[DATA IN THIS EXERCISE]

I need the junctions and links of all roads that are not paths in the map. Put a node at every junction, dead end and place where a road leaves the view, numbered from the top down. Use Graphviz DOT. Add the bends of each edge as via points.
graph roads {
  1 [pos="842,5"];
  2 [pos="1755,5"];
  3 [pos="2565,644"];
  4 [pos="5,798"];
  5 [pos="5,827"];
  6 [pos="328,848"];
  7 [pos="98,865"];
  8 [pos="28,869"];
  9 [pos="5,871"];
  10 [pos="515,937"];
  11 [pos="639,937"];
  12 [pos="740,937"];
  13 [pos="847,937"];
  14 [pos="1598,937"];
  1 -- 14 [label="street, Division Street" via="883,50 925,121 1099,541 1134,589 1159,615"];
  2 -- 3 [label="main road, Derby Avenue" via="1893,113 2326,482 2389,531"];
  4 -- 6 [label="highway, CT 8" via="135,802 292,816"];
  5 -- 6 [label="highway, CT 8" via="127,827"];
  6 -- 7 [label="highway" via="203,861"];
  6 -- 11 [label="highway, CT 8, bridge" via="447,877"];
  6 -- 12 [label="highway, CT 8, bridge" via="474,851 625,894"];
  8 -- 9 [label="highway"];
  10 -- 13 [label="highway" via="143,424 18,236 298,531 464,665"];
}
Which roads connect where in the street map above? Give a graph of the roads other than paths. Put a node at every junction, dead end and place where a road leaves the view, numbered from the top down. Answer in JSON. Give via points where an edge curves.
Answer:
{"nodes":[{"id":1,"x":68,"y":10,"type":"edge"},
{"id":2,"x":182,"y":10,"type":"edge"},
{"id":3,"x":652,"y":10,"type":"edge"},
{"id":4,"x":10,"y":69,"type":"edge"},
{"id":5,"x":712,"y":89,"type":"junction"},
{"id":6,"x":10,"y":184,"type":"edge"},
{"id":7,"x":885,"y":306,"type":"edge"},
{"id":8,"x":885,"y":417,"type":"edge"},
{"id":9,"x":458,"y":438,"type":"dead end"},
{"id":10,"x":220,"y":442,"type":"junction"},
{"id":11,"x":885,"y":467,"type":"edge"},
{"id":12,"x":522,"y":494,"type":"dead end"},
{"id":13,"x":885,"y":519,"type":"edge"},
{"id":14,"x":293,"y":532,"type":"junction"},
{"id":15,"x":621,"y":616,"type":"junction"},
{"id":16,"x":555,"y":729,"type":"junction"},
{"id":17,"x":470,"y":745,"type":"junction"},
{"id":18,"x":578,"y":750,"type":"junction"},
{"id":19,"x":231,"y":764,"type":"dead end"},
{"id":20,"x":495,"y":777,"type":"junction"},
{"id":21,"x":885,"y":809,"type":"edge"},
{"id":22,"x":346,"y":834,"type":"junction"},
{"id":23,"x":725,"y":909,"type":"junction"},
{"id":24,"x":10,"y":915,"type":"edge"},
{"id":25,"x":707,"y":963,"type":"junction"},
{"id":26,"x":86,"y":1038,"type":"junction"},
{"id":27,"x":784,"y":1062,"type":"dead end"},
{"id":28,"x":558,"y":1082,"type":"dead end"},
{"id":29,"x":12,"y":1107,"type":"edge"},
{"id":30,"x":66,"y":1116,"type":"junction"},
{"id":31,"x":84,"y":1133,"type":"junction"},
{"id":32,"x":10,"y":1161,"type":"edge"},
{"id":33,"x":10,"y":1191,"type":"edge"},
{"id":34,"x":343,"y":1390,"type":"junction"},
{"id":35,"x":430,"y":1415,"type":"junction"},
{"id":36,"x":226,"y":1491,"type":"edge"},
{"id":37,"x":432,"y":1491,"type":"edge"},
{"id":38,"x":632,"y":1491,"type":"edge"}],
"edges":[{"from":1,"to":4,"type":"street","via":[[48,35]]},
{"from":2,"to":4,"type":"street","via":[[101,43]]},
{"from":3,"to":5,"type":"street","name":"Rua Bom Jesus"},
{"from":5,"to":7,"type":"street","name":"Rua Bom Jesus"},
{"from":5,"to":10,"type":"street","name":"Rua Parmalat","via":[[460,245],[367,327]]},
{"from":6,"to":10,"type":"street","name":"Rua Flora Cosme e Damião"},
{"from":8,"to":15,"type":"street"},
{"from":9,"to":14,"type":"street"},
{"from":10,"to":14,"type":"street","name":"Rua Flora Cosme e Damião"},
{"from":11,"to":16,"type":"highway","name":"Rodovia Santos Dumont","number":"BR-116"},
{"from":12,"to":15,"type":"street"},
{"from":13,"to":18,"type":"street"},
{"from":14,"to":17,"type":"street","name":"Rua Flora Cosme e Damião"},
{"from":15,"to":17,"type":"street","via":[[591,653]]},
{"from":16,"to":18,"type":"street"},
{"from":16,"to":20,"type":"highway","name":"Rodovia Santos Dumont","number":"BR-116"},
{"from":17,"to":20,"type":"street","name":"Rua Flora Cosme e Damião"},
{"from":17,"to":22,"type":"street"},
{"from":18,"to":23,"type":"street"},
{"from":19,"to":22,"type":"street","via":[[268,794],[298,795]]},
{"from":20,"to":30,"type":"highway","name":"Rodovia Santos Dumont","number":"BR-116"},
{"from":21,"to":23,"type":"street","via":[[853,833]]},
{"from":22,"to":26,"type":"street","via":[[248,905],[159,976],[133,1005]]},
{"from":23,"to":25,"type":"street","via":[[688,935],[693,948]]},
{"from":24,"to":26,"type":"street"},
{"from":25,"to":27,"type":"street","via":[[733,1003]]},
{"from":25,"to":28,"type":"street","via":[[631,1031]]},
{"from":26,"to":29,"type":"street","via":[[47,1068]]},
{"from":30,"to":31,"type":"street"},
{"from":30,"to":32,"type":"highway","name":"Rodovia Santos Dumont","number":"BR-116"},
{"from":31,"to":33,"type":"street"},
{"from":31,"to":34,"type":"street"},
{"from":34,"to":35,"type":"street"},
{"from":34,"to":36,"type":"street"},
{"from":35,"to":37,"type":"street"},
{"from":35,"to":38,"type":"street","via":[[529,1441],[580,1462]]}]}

[/DATA IN THIS EXERCISE]

### REQUIREMENT
For each line in the data, set it down again exactly.

### RESULT FOR THIS TASK
I need the junctions and links of all roads that are not paths in the map. Put a node at every junction, dead end and place where a road leaves the view, numbered from the top down. Use Graphviz DOT. Add the bends of each edge as via points.
graph roads {
  1 [pos="842,5"];
  2 [pos="1755,5"];
  3 [pos="2565,644"];
  4 [pos="5,798"];
  5 [pos="5,827"];
  6 [pos="328,848"];
  7 [pos="98,865"];
  8 [pos="28,869"];
  9 [pos="5,871"];
  10 [pos="515,937"];
  11 [pos="639,937"];
  12 [pos="740,937"];
  13 [pos="847,937"];
  14 [pos="1598,937"];
  1 -- 14 [label="street, Division Street" via="883,50 925,121 1099,541 1134,589 1159,615"];
  2 -- 3 [label="main road, Derby Avenue" via="1893,113 2326,482 2389,531"];
  4 -- 6 [label="highway, CT 8" via="135,802 292,816"];
  5 -- 6 [label="highway, CT 8" via="127,827"];
  6 -- 7 [label="highway" via="203,861"];
  6 -- 11 [label="highway, CT 8, bridge" via="447,877"];
  6 -- 12 [label="highway, CT 8, bridge" via="474,851 625,894"];
  8 -- 9 [label="highway"];
  10 -- 13 [label="highway" via="143,424 18,236 298,531 464,665"];
}
Which roads connect where in the street map above? Give a graph of the roads other than paths. Put a node at every junction, dead end and place where a road leaves the view, numbered from the top down. Answer in JSON. Give via points where an edge curves.
Answer:
{"nodes":[{"id":1,"x":68,"y":10,"type":"edge"},
{"id":2,"x":182,"y":10,"type":"edge"},
{"id":3,"x":652,"y":10,"type":"edge"},
{"id":4,"x":10,"y":69,"type":"edge"},
{"id":5,"x":712,"y":89,"type":"junction"},
{"id":6,"x":10,"y":184,"type":"edge"},
{"id":7,"x":885,"y":306,"type":"edge"},
{"id":8,"x":885,"y":417,"type":"edge"},
{"id":9,"x":458,"y":438,"type":"dead end"},
{"id":10,"x":220,"y":442,"type":"junction"},
{"id":11,"x":885,"y":467,"type":"edge"},
{"id":12,"x":522,"y":494,"type":"dead end"},
{"id":13,"x":885,"y":519,"type":"edge"},
{"id":14,"x":293,"y":532,"type":"junction"},
{"id":15,"x":621,"y":616,"type":"junction"},
{"id":16,"x":555,"y":729,"type":"junction"},
{"id":17,"x":470,"y":745,"type":"junction"},
{"id":18,"x":578,"y":750,"type":"junction"},
{"id":19,"x":231,"y":764,"type":"dead end"},
{"id":20,"x":495,"y":777,"type":"junction"},
{"id":21,"x":885,"y":809,"type":"edge"},
{"id":22,"x":346,"y":834,"type":"junction"},
{"id":23,"x":725,"y":909,"type":"junction"},
{"id":24,"x":10,"y":915,"type":"edge"},
{"id":25,"x":707,"y":963,"type":"junction"},
{"id":26,"x":86,"y":1038,"type":"junction"},
{"id":27,"x":784,"y":1062,"type":"dead end"},
{"id":28,"x":558,"y":1082,"type":"dead end"},
{"id":29,"x":12,"y":1107,"type":"edge"},
{"id":30,"x":66,"y":1116,"type":"junction"},
{"id":31,"x":84,"y":1133,"type":"junction"},
{"id":32,"x":10,"y":1161,"type":"edge"},
{"id":33,"x":10,"y":1191,"type":"edge"},
{"id":34,"x":343,"y":1390,"type":"junction"},
{"id":35,"x":430,"y":1415,"type":"junction"},
{"id":36,"x":226,"y":1491,"type":"edge"},
{"id":37,"x":432,"y":1491,"type":"edge"},
{"id":38,"x":632,"y":1491,"type":"edge"}],
"edges":[{"from":1,"to":4,"type":"street","via":[[48,35]]},
{"from":2,"to":4,"type":"street","via":[[101,43]]},
{"from":3,"to":5,"type":"street","name":"Rua Bom Jesus"},
{"from":5,"to":7,"type":"street","name":"Rua Bom Jesus"},
{"from":5,"to":10,"type":"street","name":"Rua Parmalat","via":[[460,245],[367,327]]},
{"from":6,"to":10,"type":"street","name":"Rua Flora Cosme e Damião"},
{"from":8,"to":15,"type":"street"},
{"from":9,"to":14,"type":"street"},
{"from":10,"to":14,"type":"street","name":"Rua Flora Cosme e Damião"},
{"from":11,"to":16,"type":"highway","name":"Rodovia Santos Dumont","number":"BR-116"},
{"from":12,"to":15,"type":"street"},
{"from":13,"to":18,"type":"street"},
{"from":14,"to":17,"type":"street","name":"Rua Flora Cosme e Damião"},
{"from":15,"to":17,"type":"street","via":[[591,653]]},
{"from":16,"to":18,"type":"street"},
{"from":16,"to":20,"type":"highway","name":"Rodovia Santos Dumont","number":"BR-116"},
{"from":17,"to":20,"type":"street","name":"Rua Flora Cosme e Damião"},
{"from":17,"to":22,"type":"street"},
{"from":18,"to":23,"type":"street"},
{"from":19,"to":22,"type":"street","via":[[268,794],[298,795]]},
{"from":20,"to":30,"type":"highway","name":"Rodovia Santos Dumont","number":"BR-116"},
{"from":21,"to":23,"type":"street","via":[[853,833]]},
{"from":22,"to":26,"type":"street","via":[[248,905],[159,976],[133,1005]]},
{"from":23,"to":25,"type":"street","via":[[688,935],[693,948]]},
{"from":24,"to":26,"type":"street"},
{"from":25,"to":27,"type":"street","via":[[733,1003]]},
{"from":25,"to":28,"type":"street","via":[[631,1031]]},
{"from":26,"to":29,"type":"street","via":[[47,1068]]},
{"from":30,"to":31,"type":"street"},
{"from":30,"to":32,"type":"highway","name":"Rodovia Santos Dumont","number":"BR-116"},
{"from":31,"to":33,"type":"street"},
{"from":31,"to":34,"type":"street"},
{"from":34,"to":35,"type":"street"},
{"from":34,"to":36,"type":"street"},
{"from":35,"to":37,"type":"street"},
{"from":35,"to":38,"type":"street","via":[[529,1441],[580,1462]]}]}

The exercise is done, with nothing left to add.